Interim analyses are commonly used in treatment studies for early stopping of trials if the treatment turns out to be beneficial or harmful. In diagnostic studies, interim analyses can serve different purposes, but their use is still uncommon. However, they can and should play a more prominent role as they can contribute (1) to a reduction of under- or overpowered diagnostic studies, (2) to a timely publication of the existing evidence, and (3) to minimize the risk inherent to rumors about emerging trends: 1) Paired diagnostic studies often suffer from the fact that a priori sample size calculations cannot be carried out properly because the agreement rate between the diagnostic modalities is normally not known in advance. This problem can be solved by recalculating the sample size after an interim analysis has been performed. 2) Paired diagnostic studies can serve multiple aims which can be addressed at different time points of a study’s conduct, i.e., with different sample sizes. Therefore, there can be good reasons to continue the study in spite of convincing results concerning one sub-goal in an interim analysis, and sequential publication of partial results should be common practice. 3) The advantages of paired diagnostic studies are not compatible with long-term blinding. Therefore, there is a risk for rumors about emerging trends to arise, which can threaten the validity of a study in different ways. Informing all people involved in the study about the results of an interim analysis may contribute to a more uniform environment for the study and may antagonize unjustified rumors.

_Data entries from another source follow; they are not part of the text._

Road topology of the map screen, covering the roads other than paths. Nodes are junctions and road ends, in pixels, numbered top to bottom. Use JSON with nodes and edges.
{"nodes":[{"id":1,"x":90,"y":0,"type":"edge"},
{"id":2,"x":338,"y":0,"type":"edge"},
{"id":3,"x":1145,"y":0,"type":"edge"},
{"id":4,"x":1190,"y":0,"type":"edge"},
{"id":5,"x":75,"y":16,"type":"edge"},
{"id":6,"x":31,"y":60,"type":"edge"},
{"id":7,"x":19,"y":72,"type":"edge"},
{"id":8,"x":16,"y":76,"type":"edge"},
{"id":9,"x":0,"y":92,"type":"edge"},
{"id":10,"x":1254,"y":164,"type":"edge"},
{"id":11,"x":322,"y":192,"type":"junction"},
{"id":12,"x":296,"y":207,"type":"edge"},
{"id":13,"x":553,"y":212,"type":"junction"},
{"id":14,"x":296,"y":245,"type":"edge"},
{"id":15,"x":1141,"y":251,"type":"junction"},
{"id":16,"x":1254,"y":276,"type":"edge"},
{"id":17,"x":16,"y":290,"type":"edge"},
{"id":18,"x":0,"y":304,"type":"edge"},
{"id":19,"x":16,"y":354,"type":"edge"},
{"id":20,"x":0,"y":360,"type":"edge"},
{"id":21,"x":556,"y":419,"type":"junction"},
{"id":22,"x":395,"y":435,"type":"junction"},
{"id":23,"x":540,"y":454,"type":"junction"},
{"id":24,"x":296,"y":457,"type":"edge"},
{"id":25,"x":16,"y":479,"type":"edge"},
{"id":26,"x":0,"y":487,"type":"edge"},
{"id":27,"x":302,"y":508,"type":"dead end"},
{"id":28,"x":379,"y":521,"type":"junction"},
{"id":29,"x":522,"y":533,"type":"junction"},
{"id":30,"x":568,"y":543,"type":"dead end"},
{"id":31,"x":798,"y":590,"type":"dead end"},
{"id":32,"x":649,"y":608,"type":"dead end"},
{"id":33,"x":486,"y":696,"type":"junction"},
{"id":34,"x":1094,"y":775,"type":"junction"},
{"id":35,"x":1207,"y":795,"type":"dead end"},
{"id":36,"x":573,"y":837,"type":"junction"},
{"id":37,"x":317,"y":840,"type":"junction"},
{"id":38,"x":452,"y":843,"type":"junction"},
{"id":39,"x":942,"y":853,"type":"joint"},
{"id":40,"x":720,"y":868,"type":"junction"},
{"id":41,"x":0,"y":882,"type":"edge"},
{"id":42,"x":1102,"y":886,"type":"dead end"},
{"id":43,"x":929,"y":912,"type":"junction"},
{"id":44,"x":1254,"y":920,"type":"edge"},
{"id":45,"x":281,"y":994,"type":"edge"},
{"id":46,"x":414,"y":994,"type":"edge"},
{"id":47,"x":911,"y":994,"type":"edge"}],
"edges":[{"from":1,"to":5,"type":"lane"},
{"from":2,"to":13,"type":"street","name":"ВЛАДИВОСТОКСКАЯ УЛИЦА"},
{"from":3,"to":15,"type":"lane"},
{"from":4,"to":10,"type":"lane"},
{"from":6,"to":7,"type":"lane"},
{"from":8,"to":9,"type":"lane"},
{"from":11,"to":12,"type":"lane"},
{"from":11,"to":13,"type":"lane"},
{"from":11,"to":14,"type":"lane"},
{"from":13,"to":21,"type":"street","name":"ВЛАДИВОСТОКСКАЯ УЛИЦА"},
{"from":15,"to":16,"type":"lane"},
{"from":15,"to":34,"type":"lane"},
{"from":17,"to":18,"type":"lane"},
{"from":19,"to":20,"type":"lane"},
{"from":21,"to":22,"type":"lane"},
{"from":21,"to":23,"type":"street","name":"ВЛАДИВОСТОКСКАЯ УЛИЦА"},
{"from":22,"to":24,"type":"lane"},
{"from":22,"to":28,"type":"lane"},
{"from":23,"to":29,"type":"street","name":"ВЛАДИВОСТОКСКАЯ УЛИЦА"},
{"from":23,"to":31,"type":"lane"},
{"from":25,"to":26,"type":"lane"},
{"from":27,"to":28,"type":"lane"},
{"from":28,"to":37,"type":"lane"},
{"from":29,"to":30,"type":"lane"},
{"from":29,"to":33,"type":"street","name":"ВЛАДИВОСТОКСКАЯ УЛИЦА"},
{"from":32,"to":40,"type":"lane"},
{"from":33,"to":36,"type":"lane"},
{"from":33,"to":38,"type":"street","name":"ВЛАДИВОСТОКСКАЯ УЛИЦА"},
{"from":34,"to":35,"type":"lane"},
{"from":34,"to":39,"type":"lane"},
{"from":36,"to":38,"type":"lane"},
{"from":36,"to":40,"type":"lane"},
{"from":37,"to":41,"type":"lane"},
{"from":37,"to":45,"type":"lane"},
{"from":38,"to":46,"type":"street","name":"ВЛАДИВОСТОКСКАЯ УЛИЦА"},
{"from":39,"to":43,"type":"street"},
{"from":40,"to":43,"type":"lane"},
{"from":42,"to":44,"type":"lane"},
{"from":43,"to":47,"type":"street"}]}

In general, we propose running a pilot study with 10 to 20 patients to check the feasibility of the diagnostic study and to test logistics (not least important with respect to interdepartmental collaborations). Such initial small pilot studies are a practical means to check logistics rather than a way of providing actual data that might influence the study design. Nevertheless, the results from such early pilot studies may at times be used as early tentative assumptions if a new procedure is being compared with a standard one for the first time. On the other hand, real interim analyses can and should be used for possible sample size adjustments since pilot studies generally do not produce sufficient data. Before starting the full study, the study protocol should be finished with a detailed plan for the interim analyses with respect to timing, analyses to be performed, and possible consequences with respect to sample size adjustment, internal and external dissemination of results, and continuation of the study.
Despite apparent similarities, interim analyses in treatment studies differ from interim analyses in paired diagnostic accuracy studies in at least three important ways. Namely the need for sample size adjustments, the possibility of early decision making without early stopping, and consequences of keeping interim results secret. If interim analyses are carefully planned, they can contribute to the reduction of under- and overpowered studies when initial reliable estimates of agreement rates cannot be obtained. In addition, they can ensure the early dissemination of relevant clinical results, and through controlled information sharing prevent inappropriate actions and promote a smooth study conduct.